### What the task requires
Give only the number of lines in the data that contain the word "SHAHRAH".

Extracted records:
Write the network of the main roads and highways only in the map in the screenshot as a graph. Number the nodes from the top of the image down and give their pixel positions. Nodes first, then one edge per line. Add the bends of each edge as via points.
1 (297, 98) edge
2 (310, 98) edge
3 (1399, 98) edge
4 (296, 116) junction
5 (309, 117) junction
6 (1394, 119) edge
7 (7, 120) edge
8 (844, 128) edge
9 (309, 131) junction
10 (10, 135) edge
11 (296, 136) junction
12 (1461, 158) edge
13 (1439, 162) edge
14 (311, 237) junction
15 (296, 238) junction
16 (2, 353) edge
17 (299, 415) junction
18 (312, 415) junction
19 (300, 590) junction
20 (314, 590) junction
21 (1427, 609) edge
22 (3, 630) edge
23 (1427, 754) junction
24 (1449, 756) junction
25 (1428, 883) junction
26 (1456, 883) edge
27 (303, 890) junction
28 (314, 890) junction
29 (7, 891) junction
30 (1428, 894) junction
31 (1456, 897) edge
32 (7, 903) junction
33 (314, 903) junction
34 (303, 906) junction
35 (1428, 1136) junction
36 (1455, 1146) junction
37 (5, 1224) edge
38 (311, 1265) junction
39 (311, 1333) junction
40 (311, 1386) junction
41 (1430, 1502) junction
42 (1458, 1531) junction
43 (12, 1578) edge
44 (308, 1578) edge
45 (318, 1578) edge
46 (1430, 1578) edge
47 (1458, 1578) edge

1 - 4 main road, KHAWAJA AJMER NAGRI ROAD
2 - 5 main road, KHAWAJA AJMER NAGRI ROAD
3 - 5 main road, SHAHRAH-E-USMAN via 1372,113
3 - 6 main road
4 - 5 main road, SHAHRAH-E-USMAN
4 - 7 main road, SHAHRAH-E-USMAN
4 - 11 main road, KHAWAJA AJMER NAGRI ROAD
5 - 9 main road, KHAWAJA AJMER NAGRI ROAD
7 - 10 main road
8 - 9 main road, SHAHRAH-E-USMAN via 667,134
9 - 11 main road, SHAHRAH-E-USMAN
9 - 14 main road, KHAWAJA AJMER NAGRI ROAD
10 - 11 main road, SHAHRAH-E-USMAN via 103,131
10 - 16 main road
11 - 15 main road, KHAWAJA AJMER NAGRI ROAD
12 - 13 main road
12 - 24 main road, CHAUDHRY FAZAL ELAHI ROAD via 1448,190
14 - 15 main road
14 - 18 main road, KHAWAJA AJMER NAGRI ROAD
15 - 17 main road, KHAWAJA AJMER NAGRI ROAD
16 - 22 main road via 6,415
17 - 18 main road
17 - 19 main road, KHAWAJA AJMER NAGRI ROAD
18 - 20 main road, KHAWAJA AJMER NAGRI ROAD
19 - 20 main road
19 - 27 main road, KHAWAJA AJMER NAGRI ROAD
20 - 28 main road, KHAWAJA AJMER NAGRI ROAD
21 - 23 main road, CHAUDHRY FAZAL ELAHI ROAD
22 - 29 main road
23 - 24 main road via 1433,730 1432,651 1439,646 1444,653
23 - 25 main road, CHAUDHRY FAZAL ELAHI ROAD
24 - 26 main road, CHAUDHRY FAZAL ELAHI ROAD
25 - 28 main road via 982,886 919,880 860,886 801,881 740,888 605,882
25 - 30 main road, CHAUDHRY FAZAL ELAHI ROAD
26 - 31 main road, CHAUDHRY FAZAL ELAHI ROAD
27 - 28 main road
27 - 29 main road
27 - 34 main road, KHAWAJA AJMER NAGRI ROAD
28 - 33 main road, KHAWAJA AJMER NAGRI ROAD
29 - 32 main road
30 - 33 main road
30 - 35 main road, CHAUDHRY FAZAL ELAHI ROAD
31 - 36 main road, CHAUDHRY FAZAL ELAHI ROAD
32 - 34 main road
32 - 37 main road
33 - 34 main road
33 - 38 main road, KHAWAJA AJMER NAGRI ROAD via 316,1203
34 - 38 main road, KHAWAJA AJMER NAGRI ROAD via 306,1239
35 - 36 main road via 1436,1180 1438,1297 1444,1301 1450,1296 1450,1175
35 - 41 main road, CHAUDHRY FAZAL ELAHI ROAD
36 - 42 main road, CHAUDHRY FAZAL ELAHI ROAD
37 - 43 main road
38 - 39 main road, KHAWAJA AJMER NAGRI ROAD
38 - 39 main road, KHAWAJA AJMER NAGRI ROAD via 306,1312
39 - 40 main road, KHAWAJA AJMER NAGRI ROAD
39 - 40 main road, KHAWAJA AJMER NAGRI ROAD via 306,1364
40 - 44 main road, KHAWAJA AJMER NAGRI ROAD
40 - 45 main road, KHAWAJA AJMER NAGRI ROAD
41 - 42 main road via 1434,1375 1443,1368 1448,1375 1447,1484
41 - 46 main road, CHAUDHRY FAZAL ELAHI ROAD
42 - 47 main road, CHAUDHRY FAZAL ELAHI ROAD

### Solved problem
6